Panel Turns Back Philadelphia's Voluntary Desegregation Plan
Philadelphia--Superintendent of Schools Constance E. Clayton suffered a setback last week in her efforts to desegregate the city's public schools without forced busing, when the Pennsylvania Human Relations Commission rejected her voluntary plan.
The decision by the commission, the agency with jurisdiction over desegregation in Pennsylvania, forces the issue of how best to desegregate Philadelphia schools back into Pennsylvania Commonwealth Court, where hearings were scheduled for this week.
In rejecting the plan put forward by Ms. Clayton, the district's first black superintendent, the human-relations commission said that the plan relied on voluntary measures that had proved unsuccessful in the past, and that it failed to use measures advocated by both the commission and the court.
Such measures include pairing predominantly white schools with nearby predominantly black schools and transferring students from schools closed due to declining enrollment in a way that would enhance desegregation.
In a sharply worded statement before the board of education the day after the commission vote, Ms. Clayton replied: "The commission and its staff seem to remain mired in the past, unable to look forward, unwilling to look around, and afraid to consider new options, new ideas, and new approaches.
"The crux of the disagreement between the school district and the commission," she continued, "resolves to one issue and one issue only: whether the school district should adopt a plan that would require the mandatory reassignment of students."

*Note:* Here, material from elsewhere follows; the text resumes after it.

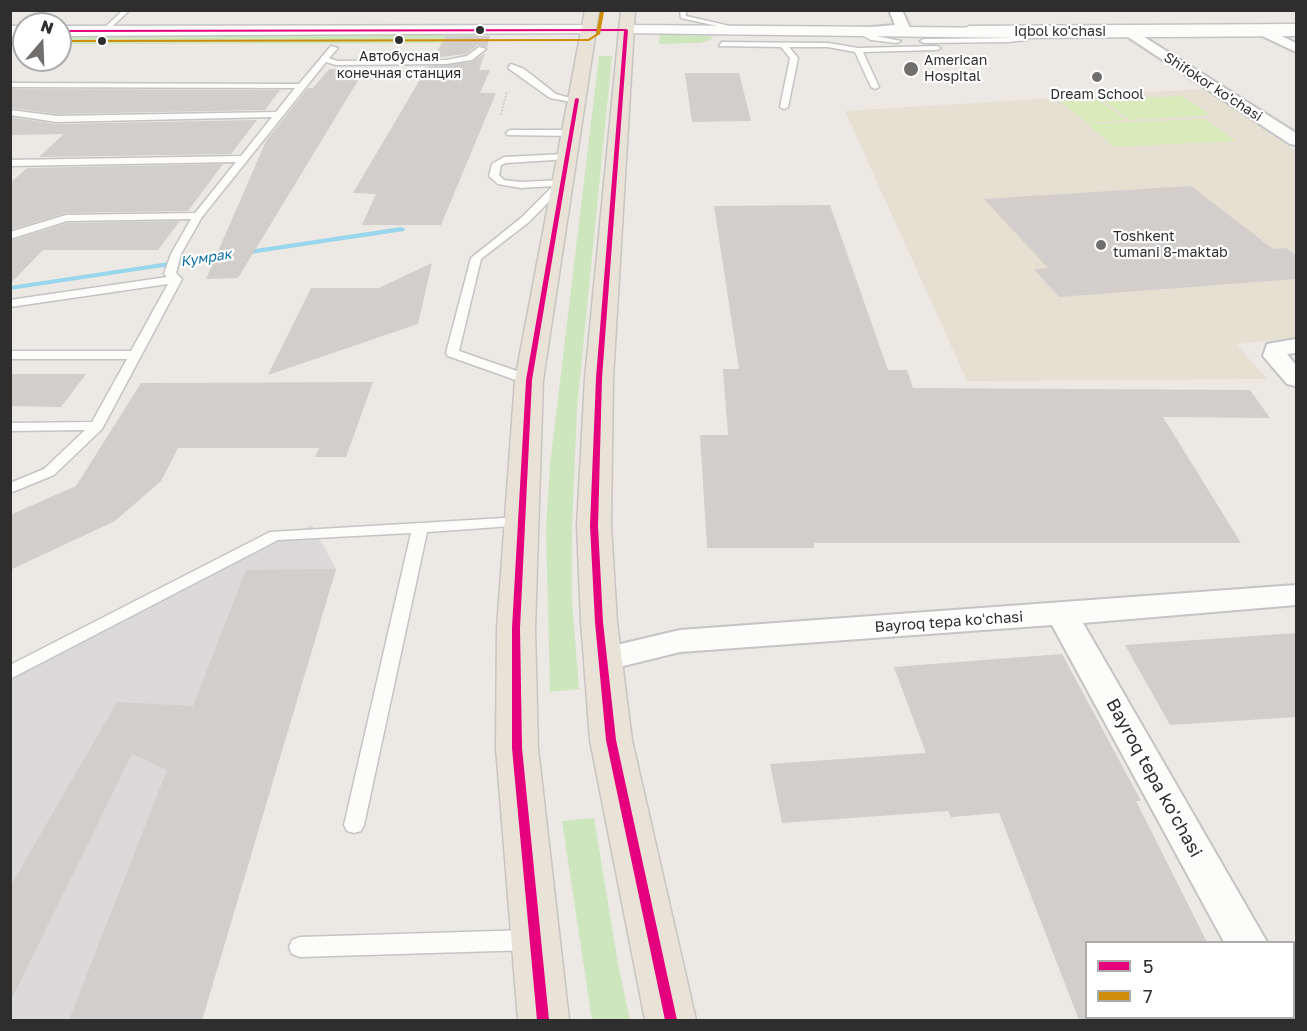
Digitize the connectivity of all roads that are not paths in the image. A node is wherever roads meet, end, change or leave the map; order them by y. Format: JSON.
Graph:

Ms. Clayton contends that a mandatory plan would not work in the Philadelphia School District, the nation's fifth largest, because parents who could afford to would leave the system for private or parochial schools rather than submit to forced busing for their children.
"An even higher proportion of the students remaining in the system would be minority; desegregation would become more, not less, difficult to achieve," she said in her statement last week.
Ms. Clayton submitted her plan earlier this month. (See Education Week, Oct. 5, 1983.) Community response to the voluntary plan has been overwhelmingly positive. A coalition of 14 parent and community groups expressed support for the plan and dismay at the position taken by the human-relations commission at a news conference last week.
"[Ms. Clayton's plan] includes lots of things that parents have been pushing for for years in a desegregation plan," said Ruth Spergel, vice-president of the Home and School Council. "The commission seems to be out of touch with what people want. Not having a child in Philadelphia public schools and some of them never having had a child in Philadelphia public schools, they're just playing with numbers and they're playing a game. They never changed in 14 years. They never bent to reality."
However, one important group opposing the plan is the National Association for the Advancement of Colored People. Earl W. Trent, an attorney for four area naacp chapters, addressed the commission meeting last week and urged rejection of the plan.
Mr. Trent called the plan "contemptuous" and said the naacp would not allow the district to remain segregated just because its administration is black. Mr. Trent called the plan a return to the "separate-but-equal" doctrine because, he said, it is not a desegregation plan, but a plan to improve black schools. However, he said he was not commenting on that portion of the plan that called for the desegregation of 43 schools.
Ms. Clayton said the next step is to make sure Commonwealth Court, the state court that originally required the district to develop the plan, understands it.
"We will ask the court to weigh the plan that we have submitted in light of the realities, the resources, and the real needs of this school district," said Ms. Clayton. "It is my hope that in that forum, reality will intervene and reason will prevail."